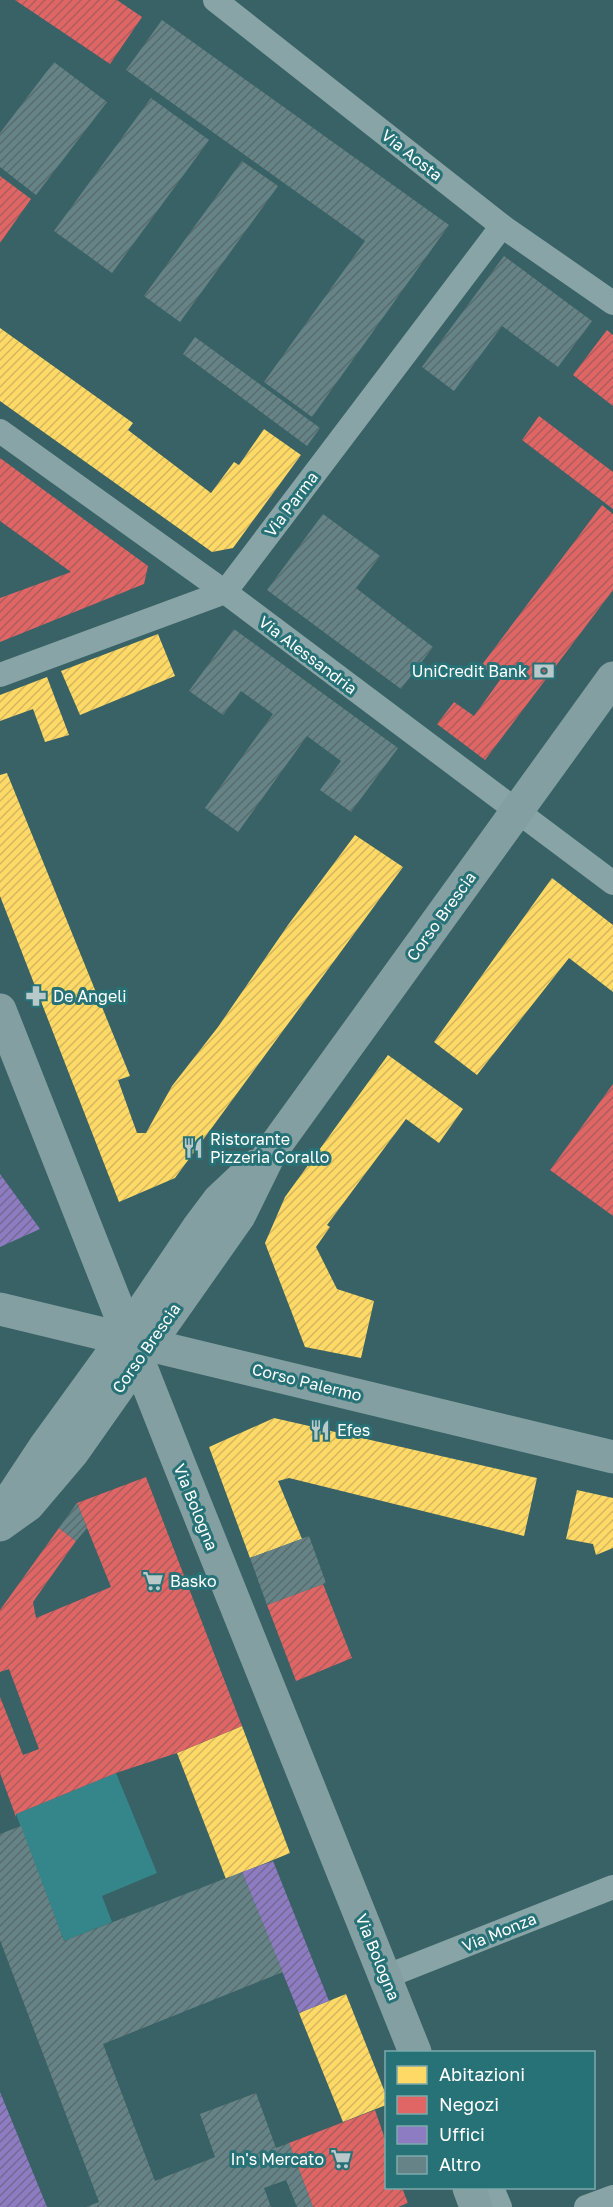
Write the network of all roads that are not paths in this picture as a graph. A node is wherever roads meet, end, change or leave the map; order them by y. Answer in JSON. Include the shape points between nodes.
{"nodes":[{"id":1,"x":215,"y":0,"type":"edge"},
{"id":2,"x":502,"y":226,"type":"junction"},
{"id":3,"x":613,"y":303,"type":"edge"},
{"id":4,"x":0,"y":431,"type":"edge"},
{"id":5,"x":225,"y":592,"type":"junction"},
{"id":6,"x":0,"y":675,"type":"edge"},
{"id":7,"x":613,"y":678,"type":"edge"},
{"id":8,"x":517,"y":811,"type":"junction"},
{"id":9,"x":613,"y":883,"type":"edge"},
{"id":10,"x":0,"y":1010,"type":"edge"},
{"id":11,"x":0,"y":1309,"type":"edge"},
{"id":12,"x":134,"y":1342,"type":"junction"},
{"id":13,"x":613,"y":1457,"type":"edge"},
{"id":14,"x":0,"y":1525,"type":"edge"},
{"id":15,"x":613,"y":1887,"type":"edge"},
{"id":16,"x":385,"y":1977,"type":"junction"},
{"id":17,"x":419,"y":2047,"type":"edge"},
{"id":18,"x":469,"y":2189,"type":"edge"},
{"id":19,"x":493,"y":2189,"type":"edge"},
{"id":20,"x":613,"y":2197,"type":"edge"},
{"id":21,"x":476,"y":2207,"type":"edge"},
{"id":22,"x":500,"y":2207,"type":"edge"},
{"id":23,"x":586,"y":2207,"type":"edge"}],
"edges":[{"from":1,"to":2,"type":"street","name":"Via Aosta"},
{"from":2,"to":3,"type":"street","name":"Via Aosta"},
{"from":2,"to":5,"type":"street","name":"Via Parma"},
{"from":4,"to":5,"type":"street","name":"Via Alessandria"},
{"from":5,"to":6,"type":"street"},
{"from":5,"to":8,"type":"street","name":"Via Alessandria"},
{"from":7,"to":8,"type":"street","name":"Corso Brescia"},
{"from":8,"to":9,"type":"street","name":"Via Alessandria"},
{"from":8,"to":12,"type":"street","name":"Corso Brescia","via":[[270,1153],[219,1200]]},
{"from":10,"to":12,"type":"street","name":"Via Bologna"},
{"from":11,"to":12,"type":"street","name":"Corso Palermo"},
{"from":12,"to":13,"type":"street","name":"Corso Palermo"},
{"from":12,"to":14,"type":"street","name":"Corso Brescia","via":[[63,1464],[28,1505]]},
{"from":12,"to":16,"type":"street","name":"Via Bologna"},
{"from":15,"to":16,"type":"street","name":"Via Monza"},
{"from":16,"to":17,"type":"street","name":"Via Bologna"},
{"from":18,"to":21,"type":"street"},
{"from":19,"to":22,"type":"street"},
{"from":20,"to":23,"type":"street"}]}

==

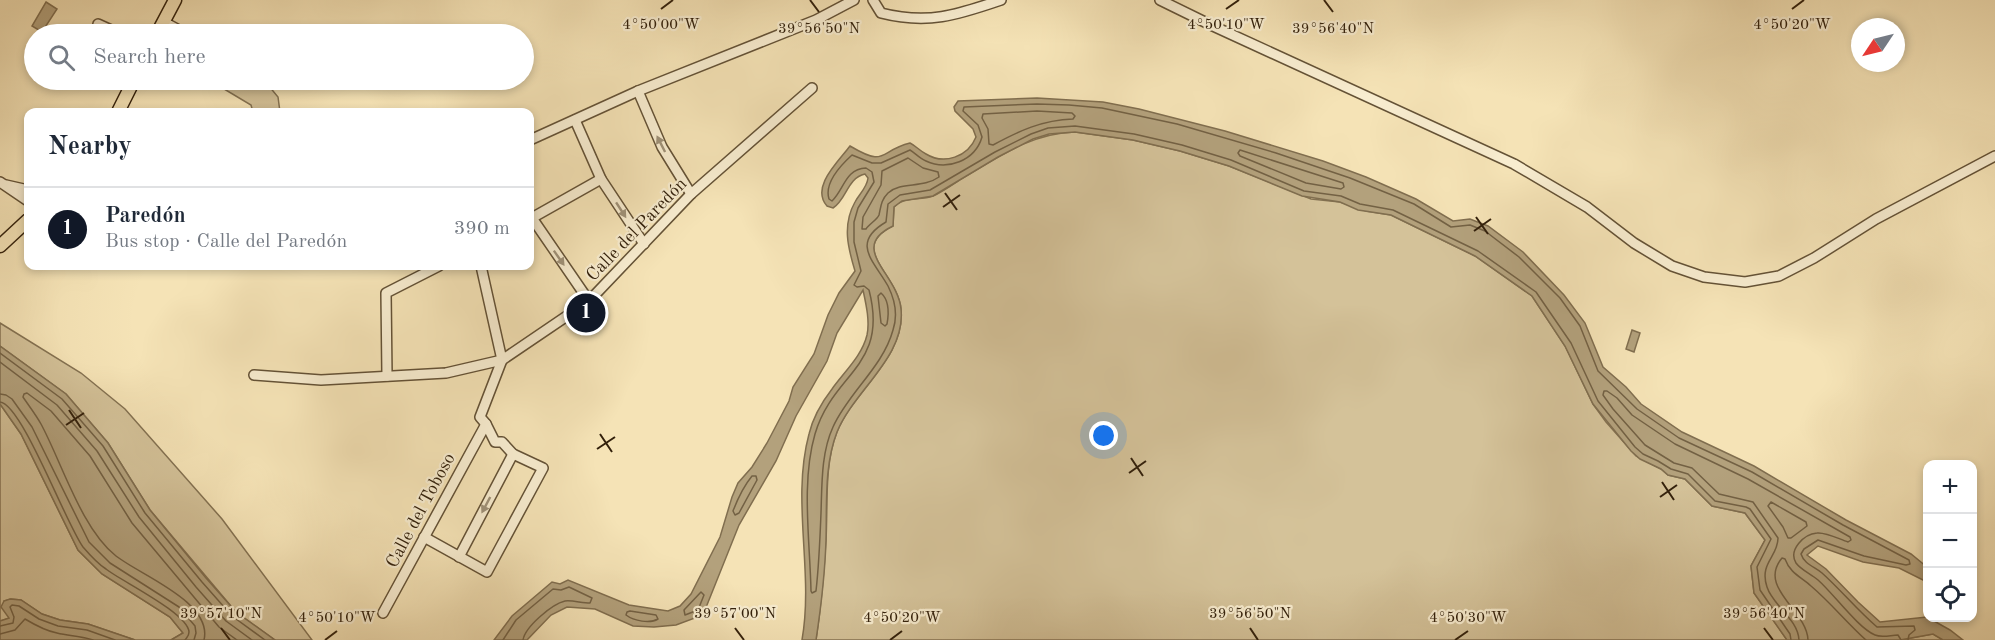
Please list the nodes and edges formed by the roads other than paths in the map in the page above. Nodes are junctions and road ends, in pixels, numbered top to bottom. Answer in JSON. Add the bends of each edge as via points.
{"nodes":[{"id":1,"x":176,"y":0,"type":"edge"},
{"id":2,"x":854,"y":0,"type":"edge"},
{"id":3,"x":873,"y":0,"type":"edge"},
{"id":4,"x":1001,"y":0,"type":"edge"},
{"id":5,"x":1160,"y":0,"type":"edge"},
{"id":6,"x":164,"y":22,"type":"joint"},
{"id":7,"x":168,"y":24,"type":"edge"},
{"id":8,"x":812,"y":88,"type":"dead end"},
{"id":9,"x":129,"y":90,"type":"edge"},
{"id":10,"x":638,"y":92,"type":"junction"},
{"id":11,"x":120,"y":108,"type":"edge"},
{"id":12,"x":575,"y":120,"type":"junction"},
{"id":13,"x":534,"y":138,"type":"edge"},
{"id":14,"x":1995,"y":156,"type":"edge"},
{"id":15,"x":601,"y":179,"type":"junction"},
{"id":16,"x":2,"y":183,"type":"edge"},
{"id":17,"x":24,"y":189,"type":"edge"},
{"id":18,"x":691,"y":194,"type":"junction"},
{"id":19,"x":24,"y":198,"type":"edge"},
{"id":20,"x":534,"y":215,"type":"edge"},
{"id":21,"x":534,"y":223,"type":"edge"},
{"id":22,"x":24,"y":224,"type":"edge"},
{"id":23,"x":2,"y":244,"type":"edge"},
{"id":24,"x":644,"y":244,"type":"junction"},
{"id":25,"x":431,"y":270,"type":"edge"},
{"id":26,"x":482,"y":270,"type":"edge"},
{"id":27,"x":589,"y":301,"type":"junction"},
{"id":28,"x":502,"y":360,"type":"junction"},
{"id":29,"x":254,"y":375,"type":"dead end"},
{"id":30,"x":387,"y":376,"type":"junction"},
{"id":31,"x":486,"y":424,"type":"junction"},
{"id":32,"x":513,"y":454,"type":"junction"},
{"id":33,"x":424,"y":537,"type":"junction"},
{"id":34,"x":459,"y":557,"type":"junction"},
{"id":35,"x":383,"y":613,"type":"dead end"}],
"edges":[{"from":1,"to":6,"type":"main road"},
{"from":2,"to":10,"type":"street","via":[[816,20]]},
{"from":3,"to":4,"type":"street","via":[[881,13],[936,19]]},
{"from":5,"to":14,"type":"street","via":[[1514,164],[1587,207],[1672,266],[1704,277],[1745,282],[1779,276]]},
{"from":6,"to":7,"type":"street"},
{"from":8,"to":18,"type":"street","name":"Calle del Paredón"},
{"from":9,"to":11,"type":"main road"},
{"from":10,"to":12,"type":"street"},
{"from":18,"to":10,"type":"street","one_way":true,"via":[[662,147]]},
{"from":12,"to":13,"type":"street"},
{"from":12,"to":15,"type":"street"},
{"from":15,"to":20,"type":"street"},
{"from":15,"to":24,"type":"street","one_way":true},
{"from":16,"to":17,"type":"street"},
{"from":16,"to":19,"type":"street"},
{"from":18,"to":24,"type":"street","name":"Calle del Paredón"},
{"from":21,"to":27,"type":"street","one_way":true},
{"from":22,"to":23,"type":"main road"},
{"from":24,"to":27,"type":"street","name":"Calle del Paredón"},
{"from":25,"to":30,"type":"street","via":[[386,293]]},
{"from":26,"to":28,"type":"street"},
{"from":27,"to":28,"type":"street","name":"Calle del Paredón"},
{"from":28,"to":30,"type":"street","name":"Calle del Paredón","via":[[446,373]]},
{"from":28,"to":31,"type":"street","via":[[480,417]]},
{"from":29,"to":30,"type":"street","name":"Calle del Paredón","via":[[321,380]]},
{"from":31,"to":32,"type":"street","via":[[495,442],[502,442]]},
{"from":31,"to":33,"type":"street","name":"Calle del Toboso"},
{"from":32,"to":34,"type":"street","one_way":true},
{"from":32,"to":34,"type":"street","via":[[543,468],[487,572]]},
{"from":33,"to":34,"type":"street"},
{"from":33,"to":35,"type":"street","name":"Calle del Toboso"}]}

==

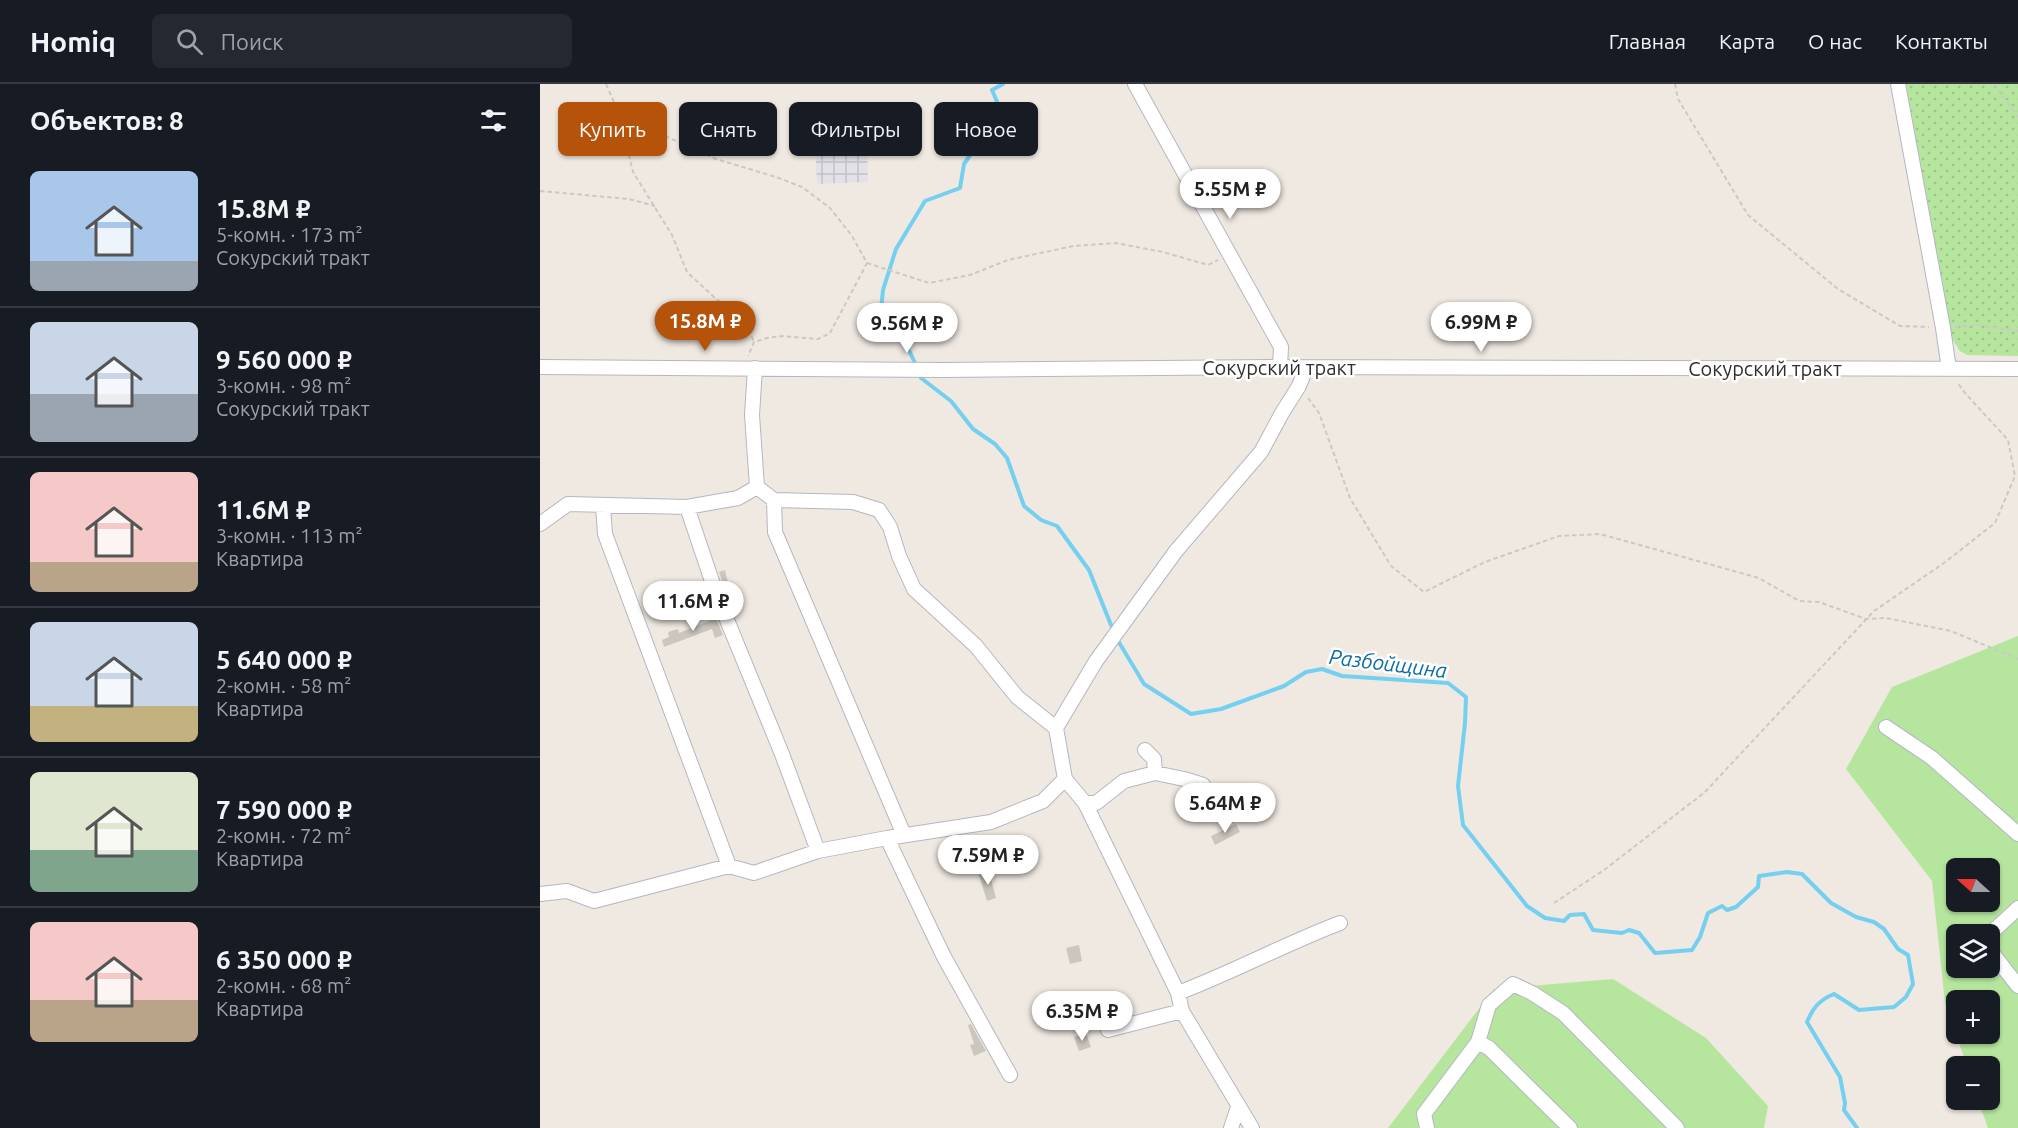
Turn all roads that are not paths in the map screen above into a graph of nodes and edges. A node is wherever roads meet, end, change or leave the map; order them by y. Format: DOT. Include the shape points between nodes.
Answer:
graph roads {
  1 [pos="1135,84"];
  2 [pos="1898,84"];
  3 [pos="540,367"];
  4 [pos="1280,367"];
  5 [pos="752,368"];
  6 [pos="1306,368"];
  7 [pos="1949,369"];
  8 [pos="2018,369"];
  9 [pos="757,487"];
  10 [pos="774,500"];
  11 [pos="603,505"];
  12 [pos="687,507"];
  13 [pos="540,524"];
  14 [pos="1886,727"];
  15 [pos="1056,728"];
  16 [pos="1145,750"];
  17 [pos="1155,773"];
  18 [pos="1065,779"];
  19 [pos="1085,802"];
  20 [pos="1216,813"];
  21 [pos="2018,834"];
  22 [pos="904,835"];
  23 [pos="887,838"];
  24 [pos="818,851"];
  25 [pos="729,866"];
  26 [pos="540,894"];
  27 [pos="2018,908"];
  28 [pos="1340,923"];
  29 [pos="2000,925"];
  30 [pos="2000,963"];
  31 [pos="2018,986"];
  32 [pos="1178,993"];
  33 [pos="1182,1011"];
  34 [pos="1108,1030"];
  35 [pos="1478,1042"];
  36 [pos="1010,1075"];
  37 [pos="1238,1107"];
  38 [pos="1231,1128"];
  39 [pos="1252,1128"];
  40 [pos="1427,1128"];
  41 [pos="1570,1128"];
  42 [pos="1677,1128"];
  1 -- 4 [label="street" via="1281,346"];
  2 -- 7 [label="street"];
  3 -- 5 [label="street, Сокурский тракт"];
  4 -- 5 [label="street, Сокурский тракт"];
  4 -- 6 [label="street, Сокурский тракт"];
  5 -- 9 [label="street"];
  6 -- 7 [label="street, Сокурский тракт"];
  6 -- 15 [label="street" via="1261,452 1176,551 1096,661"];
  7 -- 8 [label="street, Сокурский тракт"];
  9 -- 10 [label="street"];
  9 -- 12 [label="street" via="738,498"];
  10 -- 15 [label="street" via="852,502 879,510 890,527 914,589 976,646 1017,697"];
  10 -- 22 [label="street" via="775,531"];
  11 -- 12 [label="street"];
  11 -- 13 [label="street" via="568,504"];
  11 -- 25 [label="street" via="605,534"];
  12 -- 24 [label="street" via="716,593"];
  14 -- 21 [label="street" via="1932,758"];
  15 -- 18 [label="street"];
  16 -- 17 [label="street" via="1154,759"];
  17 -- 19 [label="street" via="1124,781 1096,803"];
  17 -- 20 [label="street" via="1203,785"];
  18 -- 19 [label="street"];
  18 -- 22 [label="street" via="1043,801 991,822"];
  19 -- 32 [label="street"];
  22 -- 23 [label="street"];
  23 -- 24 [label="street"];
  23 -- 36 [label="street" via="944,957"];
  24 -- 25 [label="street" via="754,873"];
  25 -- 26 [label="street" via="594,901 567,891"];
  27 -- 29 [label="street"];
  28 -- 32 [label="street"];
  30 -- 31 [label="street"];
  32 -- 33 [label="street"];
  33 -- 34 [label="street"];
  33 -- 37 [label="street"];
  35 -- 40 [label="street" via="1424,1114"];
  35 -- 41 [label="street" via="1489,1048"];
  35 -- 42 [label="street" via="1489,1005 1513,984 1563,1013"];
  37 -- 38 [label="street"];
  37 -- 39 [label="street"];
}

Action item: Search the records for the word "тракт", then list every line that has it.

Task answer:
  3 -- 5 [label="street, Сокурский тракт"];
  4 -- 5 [label="street, Сокурский тракт"];
  4 -- 6 [label="street, Сокурский тракт"];
  6 -- 7 [label="street, Сокурский тракт"];
  7 -- 8 [label="street, Сокурский тракт"];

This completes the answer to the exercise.